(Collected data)
========================================
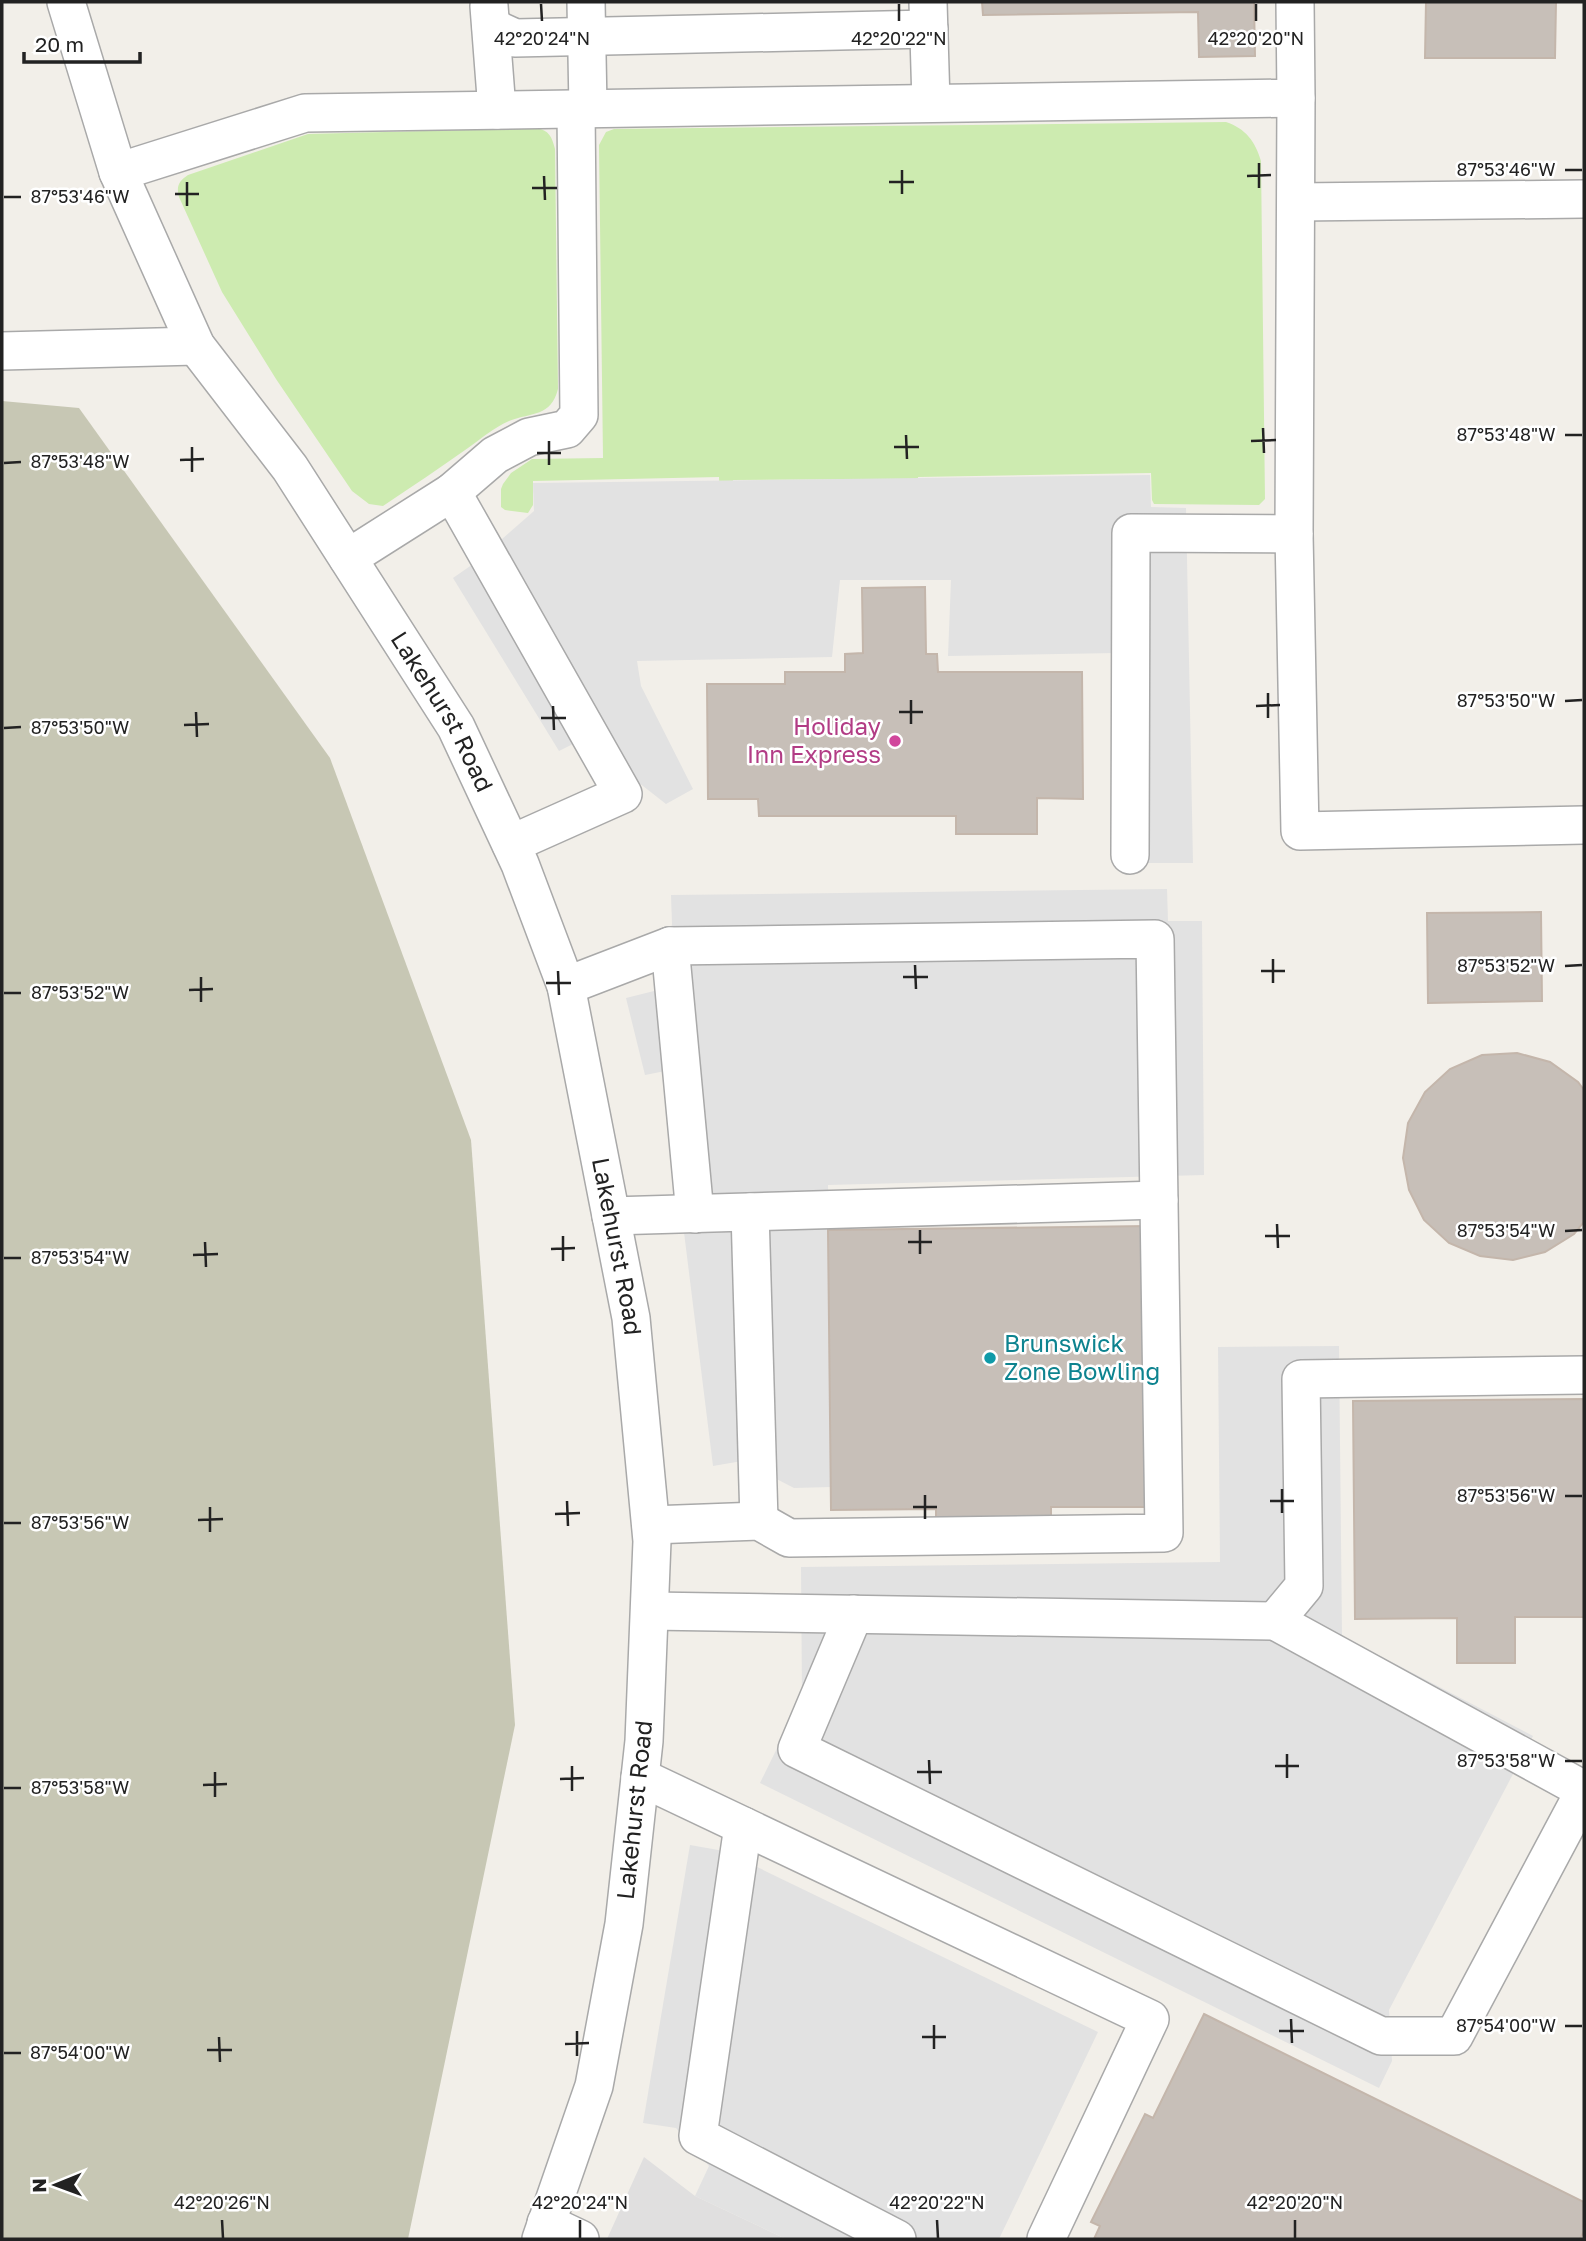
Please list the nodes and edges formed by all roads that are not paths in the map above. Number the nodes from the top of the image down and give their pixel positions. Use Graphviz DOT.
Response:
graph roads {
  1 [pos="66,2"];
  2 [pos="1295,2"];
  3 [pos="490,14"];
  4 [pos="929,16"];
  5 [pos="587,19"];
  6 [pos="1296,97"];
  7 [pos="931,103"];
  8 [pos="582,109"];
  9 [pos="497,110"];
  10 [pos="118,172"];
  11 [pos="1584,199"];
  12 [pos="1297,202"];
  13 [pos="196,346"];
  14 [pos="2,351"];
  15 [pos="452,492"];
  16 [pos="1294,534"];
  17 [pos="348,558"];
  18 [pos="1584,825"];
  19 [pos="511,844"];
  20 [pos="1130,855"];
  21 [pos="670,946"];
  22 [pos="566,986"];
  23 [pos="1159,1200"];
  24 [pos="750,1212"];
  25 [pos="695,1214"];
  26 [pos="611,1216"];
  27 [pos="1584,1375"];
  28 [pos="759,1521"];
  29 [pos="651,1525"];
  30 [pos="650,1611"];
  31 [pos="854,1614"];
  32 [pos="1275,1621"];
  33 [pos="640,1777"];
  34 [pos="1584,1791"];
  35 [pos="743,1826"];
  36 [pos="543,2231"];
  37 [pos="580,2239"];
  38 [pos="897,2239"];
  39 [pos="1045,2239"];
  1 -- 10 [label="street, Lakehurst Road"];
  2 -- 6 [label="street"];
  3 -- 5 [label="street"];
  3 -- 9 [label="street"];
  4 -- 5 [label="street"];
  4 -- 7 [label="street"];
  5 -- 8 [label="street"];
  6 -- 7 [label="street"];
  6 -- 12 [label="street"];
  7 -- 8 [label="street"];
  8 -- 9 [label="street"];
  8 -- 15 [label="street"];
  9 -- 10 [label="street"];
  10 -- 13 [label="street, Lakehurst Road"];
  11 -- 12 [label="street"];
  12 -- 16 [label="street"];
  13 -- 14 [label="street"];
  13 -- 17 [label="street, Lakehurst Road"];
  15 -- 17 [label="street"];
  15 -- 19 [label="street"];
  16 -- 18 [label="street"];
  16 -- 20 [label="street"];
  17 -- 19 [label="street, Lakehurst Road"];
  19 -- 22 [label="street, Lakehurst Road"];
  21 -- 22 [label="street"];
  21 -- 23 [label="street"];
  21 -- 25 [label="street"];
  22 -- 26 [label="street, Lakehurst Road"];
  23 -- 24 [label="street"];
  23 -- 28 [label="street"];
  24 -- 25 [label="street"];
  24 -- 28 [label="street"];
  25 -- 26 [label="street"];
  26 -- 29 [label="street, Lakehurst Road"];
  27 -- 32 [label="street"];
  28 -- 29 [label="street"];
  29 -- 30 [label="street, Lakehurst Road"];
  30 -- 31 [label="street"];
  30 -- 33 [label="street, Lakehurst Road"];
  31 -- 32 [label="street"];
  31 -- 34 [label="street"];
  32 -- 34 [label="street"];
  33 -- 35 [label="street"];
  33 -- 36 [label="street, Lakehurst Road"];
  35 -- 38 [label="street"];
  35 -- 39 [label="street"];
  36 -- 37 [label="street"];
}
========================================
## GOAL OF THE EXERCISE:
If a line of the records above contains the word "roads", count it; then give the total and nothing more.

## TASK SOLUTION:
2